Problem to work on
Scan the material for the word "Kühlebornweg", then return every line where it appears.

Records provided
----
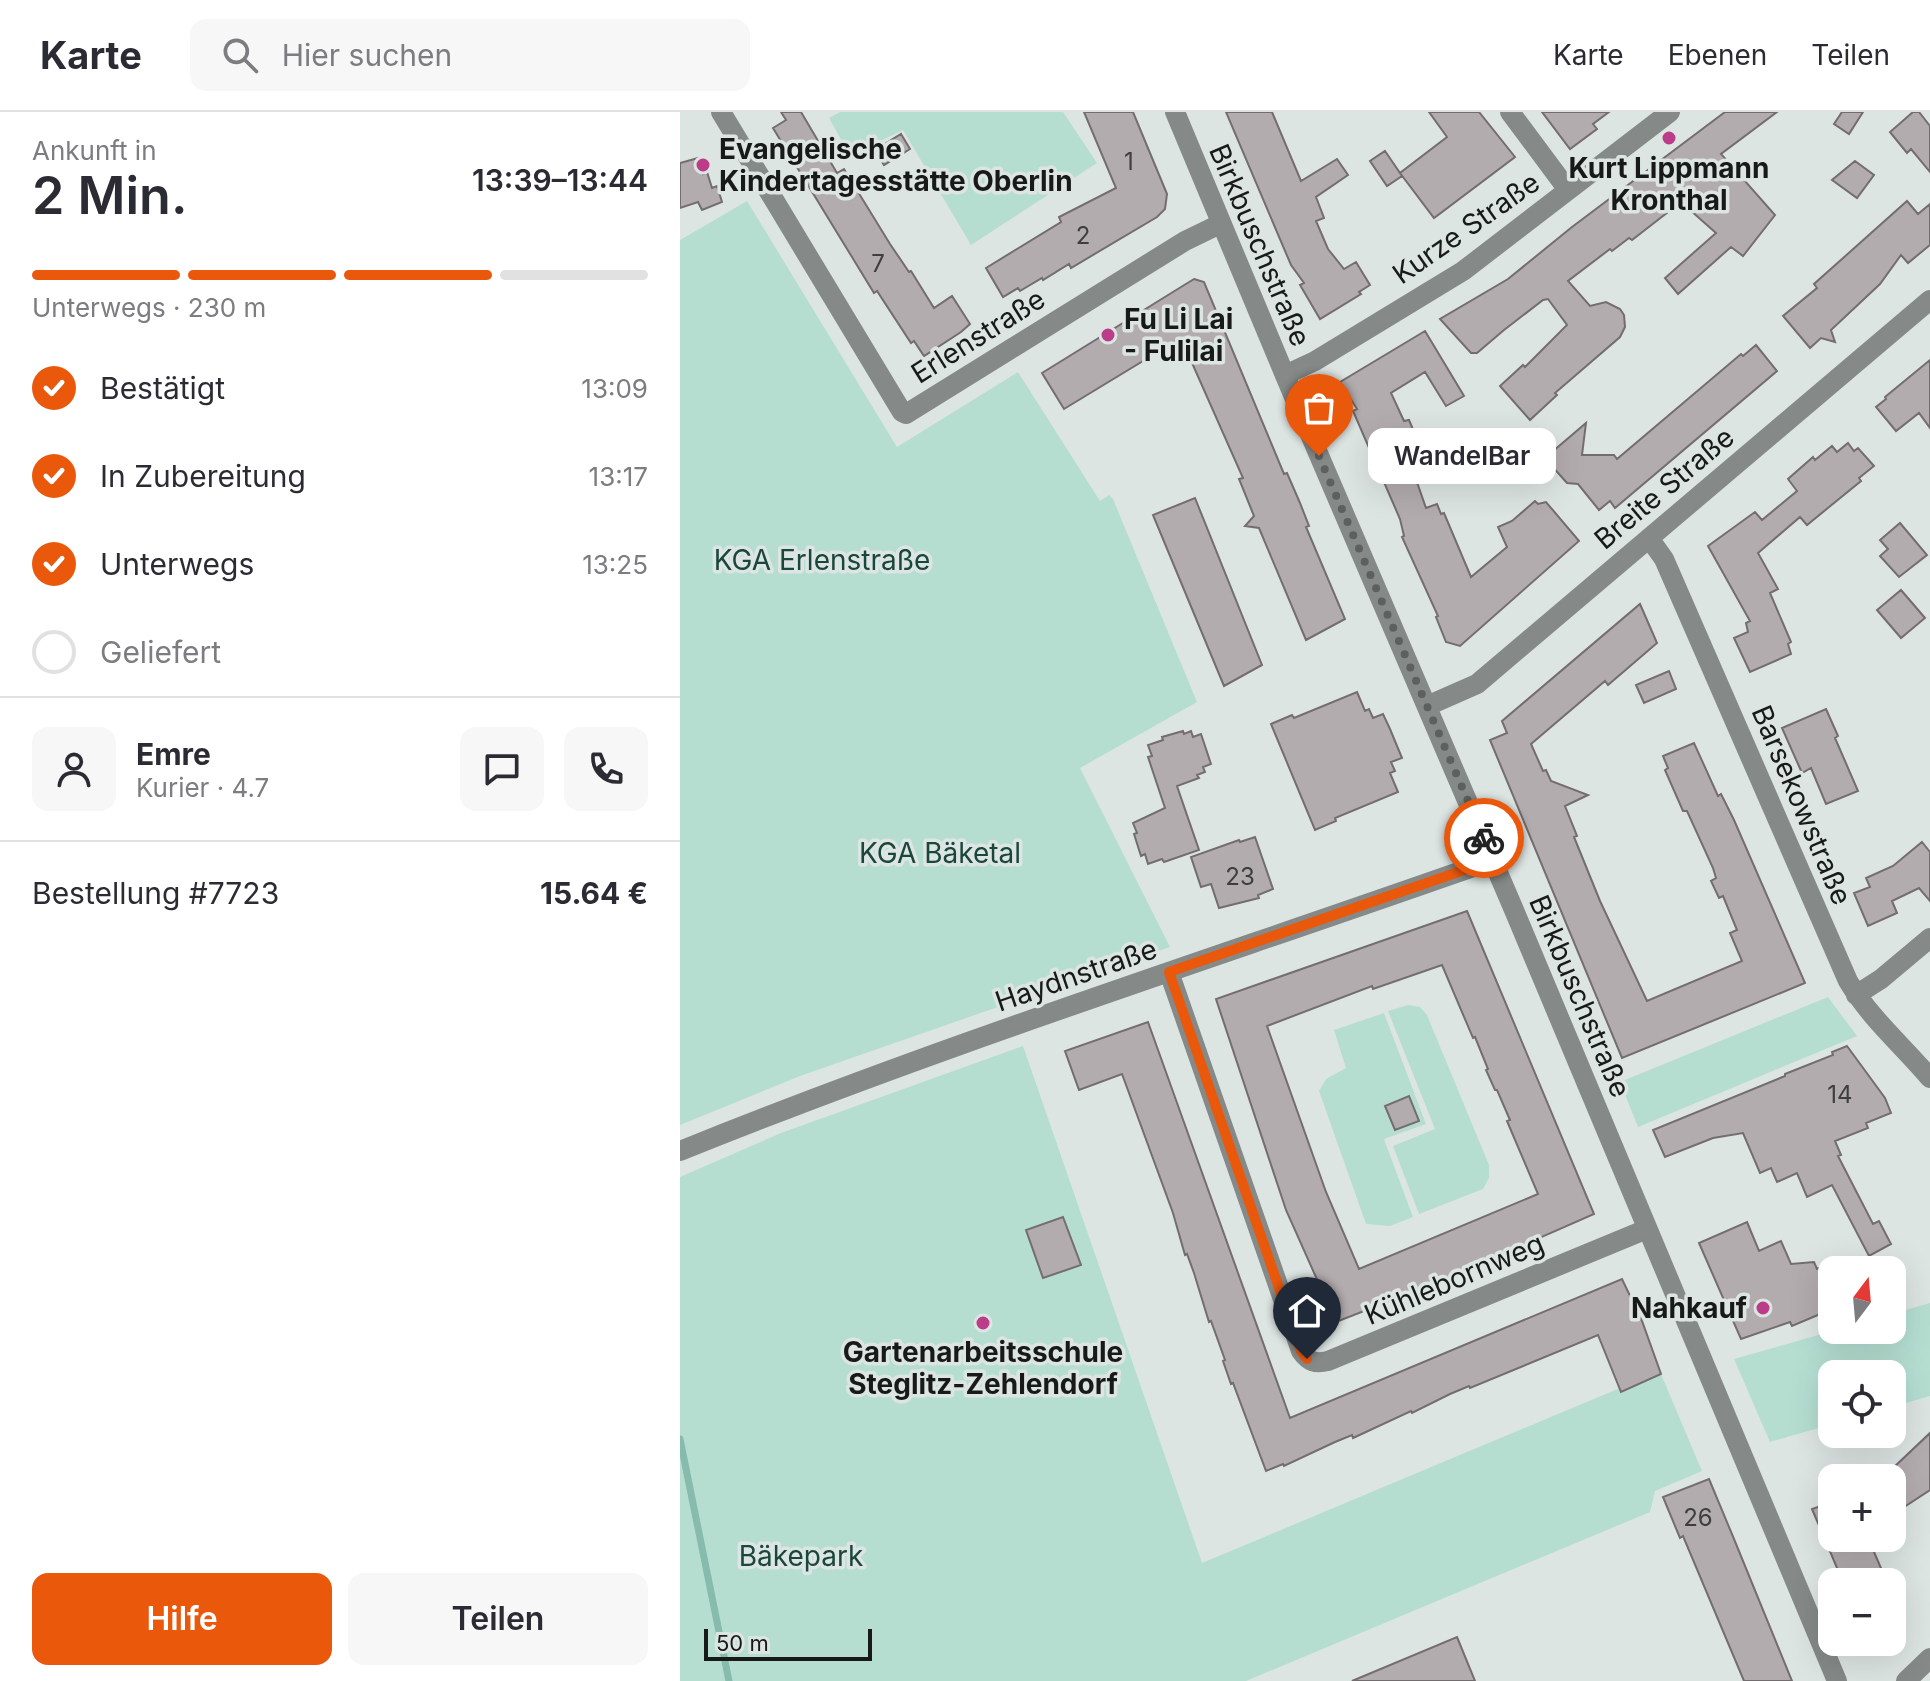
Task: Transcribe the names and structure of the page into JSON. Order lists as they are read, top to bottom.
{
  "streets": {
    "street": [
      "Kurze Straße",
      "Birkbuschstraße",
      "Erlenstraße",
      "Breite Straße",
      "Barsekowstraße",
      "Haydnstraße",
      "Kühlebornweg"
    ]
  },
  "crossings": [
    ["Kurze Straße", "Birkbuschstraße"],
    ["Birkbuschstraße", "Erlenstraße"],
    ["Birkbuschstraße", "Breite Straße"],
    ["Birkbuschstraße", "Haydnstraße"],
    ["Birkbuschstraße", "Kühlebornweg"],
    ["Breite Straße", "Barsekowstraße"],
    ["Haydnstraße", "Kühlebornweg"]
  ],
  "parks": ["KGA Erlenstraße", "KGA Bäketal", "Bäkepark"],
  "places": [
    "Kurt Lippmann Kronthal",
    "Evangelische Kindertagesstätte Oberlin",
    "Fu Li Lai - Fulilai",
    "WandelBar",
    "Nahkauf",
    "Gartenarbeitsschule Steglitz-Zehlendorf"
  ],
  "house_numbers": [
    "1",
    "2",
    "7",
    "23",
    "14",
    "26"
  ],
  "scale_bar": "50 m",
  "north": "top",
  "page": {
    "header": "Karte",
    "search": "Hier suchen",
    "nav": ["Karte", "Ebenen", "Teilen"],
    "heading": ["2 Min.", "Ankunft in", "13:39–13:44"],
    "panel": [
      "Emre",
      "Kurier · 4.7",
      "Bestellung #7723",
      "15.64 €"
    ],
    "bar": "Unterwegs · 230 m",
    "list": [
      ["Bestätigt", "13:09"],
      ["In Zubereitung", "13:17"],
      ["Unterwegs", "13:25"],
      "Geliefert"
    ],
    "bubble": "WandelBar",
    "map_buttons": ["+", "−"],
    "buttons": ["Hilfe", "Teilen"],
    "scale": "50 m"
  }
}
----
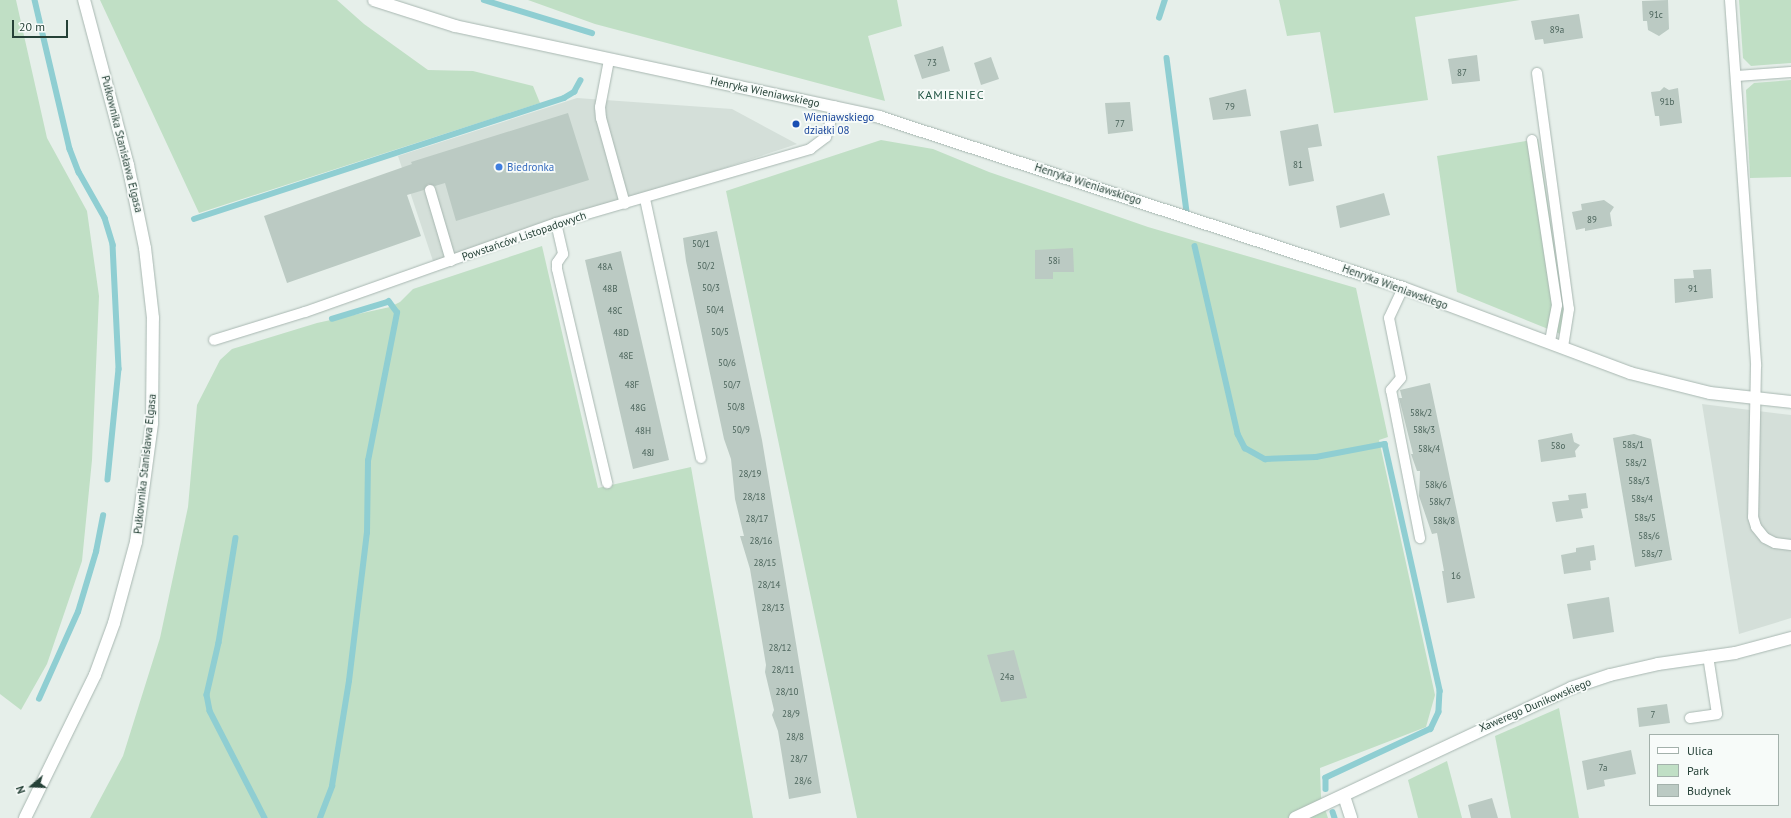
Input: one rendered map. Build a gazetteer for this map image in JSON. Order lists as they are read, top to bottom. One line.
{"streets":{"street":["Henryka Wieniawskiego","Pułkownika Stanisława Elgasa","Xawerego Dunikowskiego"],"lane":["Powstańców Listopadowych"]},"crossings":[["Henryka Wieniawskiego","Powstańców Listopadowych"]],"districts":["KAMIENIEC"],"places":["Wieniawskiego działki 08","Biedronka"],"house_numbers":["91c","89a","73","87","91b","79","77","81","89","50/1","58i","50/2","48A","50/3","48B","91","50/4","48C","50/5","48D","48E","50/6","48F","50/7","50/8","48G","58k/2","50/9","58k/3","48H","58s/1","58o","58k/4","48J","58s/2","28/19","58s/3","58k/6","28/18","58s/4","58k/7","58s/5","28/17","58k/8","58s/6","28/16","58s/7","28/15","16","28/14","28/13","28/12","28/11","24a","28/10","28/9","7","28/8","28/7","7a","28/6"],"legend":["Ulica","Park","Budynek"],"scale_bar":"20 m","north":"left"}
----
Task solution
      "Kühlebornweg"
    ["Birkbuschstraße", "Kühlebornweg"],
    ["Haydnstraße", "Kühlebornweg"]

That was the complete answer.